Stored data entries:
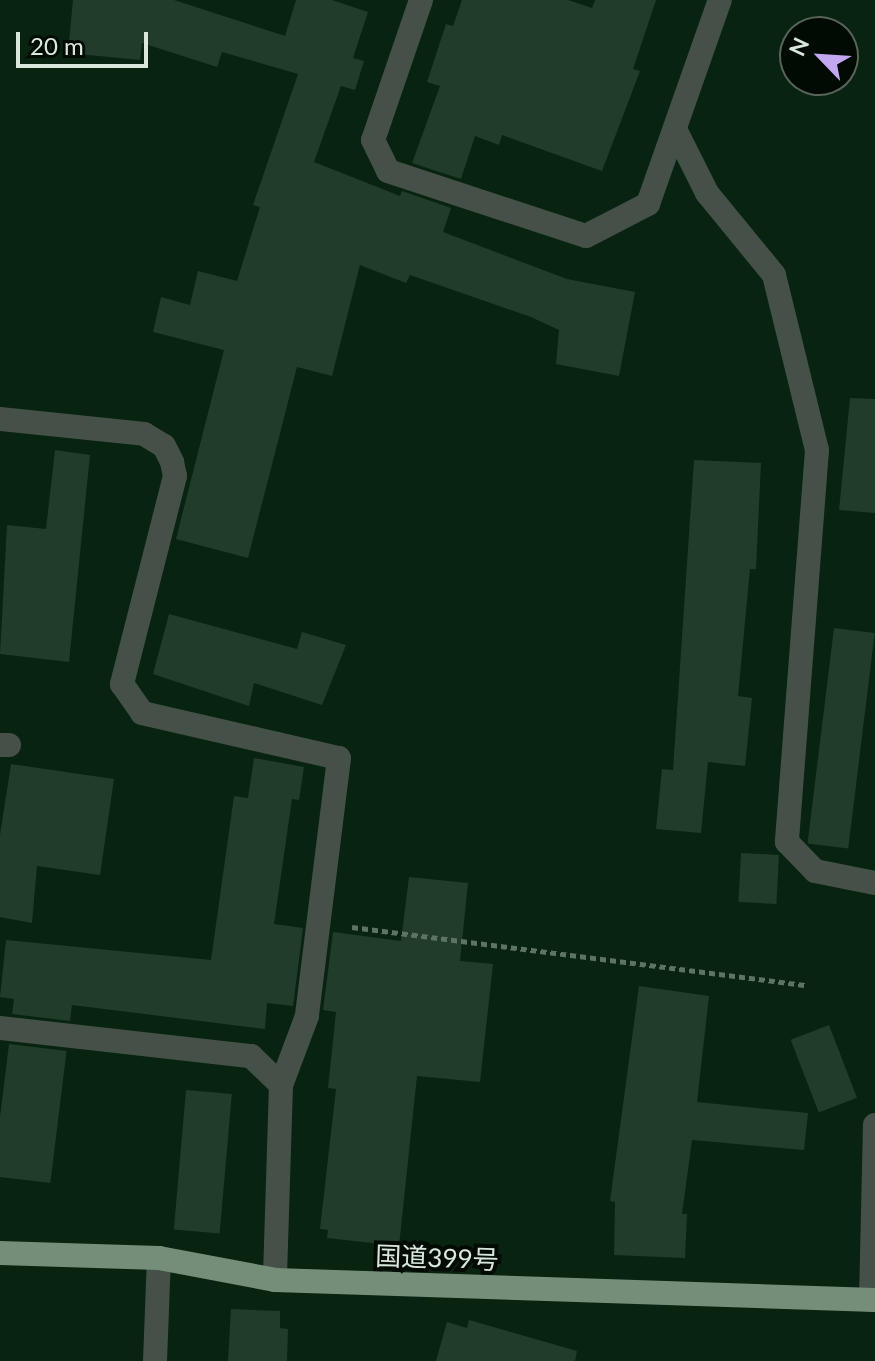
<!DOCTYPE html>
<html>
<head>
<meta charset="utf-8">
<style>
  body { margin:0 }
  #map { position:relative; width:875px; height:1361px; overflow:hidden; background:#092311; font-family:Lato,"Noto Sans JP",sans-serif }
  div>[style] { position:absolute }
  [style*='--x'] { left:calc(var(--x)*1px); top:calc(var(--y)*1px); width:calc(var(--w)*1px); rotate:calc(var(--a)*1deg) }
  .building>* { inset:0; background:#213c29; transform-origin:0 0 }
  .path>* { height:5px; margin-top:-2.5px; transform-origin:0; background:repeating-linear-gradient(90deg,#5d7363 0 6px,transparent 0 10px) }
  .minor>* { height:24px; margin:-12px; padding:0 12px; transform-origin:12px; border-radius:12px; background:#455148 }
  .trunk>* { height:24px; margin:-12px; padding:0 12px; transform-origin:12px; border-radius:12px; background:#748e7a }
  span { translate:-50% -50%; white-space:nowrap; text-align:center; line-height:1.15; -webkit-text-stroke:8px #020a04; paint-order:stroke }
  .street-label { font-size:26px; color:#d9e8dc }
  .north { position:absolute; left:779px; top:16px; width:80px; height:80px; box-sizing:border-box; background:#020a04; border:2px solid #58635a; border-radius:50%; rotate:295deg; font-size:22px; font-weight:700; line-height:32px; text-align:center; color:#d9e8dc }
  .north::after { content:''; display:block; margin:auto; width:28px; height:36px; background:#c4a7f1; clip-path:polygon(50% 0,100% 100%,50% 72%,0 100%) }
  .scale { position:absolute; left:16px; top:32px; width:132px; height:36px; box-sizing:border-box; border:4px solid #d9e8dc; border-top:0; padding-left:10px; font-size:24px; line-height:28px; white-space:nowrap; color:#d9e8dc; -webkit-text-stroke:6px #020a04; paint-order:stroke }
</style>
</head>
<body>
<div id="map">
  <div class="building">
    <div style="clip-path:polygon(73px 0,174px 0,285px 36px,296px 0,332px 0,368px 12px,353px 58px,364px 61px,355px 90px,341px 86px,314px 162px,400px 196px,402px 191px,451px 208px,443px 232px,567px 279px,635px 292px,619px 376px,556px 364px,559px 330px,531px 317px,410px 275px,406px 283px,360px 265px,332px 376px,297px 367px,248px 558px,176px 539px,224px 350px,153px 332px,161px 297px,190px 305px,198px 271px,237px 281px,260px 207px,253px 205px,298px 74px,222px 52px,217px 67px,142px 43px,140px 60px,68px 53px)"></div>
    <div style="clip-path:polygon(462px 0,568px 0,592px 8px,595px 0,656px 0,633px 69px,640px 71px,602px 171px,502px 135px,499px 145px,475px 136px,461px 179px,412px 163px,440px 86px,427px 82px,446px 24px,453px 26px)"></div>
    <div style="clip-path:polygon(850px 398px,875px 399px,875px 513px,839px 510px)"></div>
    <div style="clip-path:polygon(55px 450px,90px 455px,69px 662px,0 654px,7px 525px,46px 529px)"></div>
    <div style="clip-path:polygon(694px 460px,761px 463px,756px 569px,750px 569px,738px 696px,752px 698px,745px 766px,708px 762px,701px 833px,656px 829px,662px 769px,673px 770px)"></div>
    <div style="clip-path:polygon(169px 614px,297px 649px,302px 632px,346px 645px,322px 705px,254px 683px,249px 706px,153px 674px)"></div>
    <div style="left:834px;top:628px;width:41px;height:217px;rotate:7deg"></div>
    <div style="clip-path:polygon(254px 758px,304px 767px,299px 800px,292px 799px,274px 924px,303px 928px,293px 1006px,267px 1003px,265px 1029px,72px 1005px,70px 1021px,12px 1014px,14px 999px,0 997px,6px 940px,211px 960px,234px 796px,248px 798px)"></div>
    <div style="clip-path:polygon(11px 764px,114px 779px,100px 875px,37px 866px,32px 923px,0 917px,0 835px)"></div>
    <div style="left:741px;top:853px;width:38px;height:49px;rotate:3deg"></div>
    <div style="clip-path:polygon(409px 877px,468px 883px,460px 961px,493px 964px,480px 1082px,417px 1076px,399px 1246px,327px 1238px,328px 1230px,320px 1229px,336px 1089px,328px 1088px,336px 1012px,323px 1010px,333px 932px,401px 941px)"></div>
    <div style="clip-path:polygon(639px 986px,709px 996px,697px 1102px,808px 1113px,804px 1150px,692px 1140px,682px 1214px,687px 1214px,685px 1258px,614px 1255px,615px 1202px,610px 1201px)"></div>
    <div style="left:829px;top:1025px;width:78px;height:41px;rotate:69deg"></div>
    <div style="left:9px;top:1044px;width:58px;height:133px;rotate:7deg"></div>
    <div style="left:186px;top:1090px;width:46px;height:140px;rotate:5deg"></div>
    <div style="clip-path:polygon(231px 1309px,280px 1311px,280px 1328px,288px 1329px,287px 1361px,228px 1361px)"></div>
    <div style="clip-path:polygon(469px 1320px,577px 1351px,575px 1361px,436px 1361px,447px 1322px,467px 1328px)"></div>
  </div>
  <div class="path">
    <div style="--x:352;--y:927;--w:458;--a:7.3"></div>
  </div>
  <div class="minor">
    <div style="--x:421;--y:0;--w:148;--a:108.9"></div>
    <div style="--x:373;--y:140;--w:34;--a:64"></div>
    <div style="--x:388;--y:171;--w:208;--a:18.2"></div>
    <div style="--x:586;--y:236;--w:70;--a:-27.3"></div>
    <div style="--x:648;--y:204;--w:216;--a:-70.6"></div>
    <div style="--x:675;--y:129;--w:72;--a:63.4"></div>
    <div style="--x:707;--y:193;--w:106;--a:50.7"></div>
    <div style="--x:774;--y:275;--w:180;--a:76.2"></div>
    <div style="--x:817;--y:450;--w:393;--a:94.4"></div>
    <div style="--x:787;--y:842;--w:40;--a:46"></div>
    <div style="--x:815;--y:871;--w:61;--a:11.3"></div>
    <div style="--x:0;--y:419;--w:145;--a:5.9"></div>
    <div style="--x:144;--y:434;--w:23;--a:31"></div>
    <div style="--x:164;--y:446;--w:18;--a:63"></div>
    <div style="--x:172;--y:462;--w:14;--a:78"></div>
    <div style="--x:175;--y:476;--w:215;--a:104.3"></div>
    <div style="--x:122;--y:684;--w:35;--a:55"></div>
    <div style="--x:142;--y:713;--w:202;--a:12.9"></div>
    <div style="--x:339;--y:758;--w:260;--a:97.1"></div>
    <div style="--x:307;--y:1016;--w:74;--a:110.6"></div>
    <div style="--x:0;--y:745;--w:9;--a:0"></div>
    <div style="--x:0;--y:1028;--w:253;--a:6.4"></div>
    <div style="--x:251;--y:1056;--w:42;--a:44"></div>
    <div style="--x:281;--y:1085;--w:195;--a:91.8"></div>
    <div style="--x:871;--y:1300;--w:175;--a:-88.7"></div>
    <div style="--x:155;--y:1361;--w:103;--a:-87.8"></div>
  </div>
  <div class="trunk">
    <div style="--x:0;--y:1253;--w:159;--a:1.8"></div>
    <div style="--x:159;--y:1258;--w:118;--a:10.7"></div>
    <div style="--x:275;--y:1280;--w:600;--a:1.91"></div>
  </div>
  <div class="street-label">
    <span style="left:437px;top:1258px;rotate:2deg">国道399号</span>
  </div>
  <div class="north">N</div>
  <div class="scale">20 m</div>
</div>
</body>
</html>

(TASK):
Exactly as they appear, please return only the lines from the first line of the records through the line containing "position:absolute; left:779px; top:16px;", both included, leaving out all pictures.

(WRITTEN ANSWER):
<!DOCTYPE html>
<html>
<head>
<meta charset="utf-8">
<style>
  body { margin:0 }
  #map { position:relative; width:875px; height:1361px; overflow:hidden; background:#092311; font-family:Lato,"Noto Sans JP",sans-serif }
  div>[style] { position:absolute }
  [style*='--x'] { left:calc(var(--x)*1px); top:calc(var(--y)*1px); width:calc(var(--w)*1px); rotate:calc(var(--a)*1deg) }
  .building>* { inset:0; background:#213c29; transform-origin:0 0 }
  .path>* { height:5px; margin-top:-2.5px; transform-origin:0; background:repeating-linear-gradient(90deg,#5d7363 0 6px,transparent 0 10px) }
  .minor>* { height:24px; margin:-12px; padding:0 12px; transform-origin:12px; border-radius:12px; background:#455148 }
  .trunk>* { height:24px; margin:-12px; padding:0 12px; transform-origin:12px; border-radius:12px; background:#748e7a }
  span { translate:-50% -50%; white-space:nowrap; text-align:center; line-height:1.15; -webkit-text-stroke:8px #020a04; paint-order:stroke }
  .street-label { font-size:26px; color:#d9e8dc }
  .north { position:absolute; left:779px; top:16px; width:80px; height:80px; box-sizing:border-box; background:#020a04; border:2px solid #58635a; border-radius:50%; rotate:295deg; font-size:22px; font-weight:700; line-height:32px; text-align:center; color:#d9e8dc }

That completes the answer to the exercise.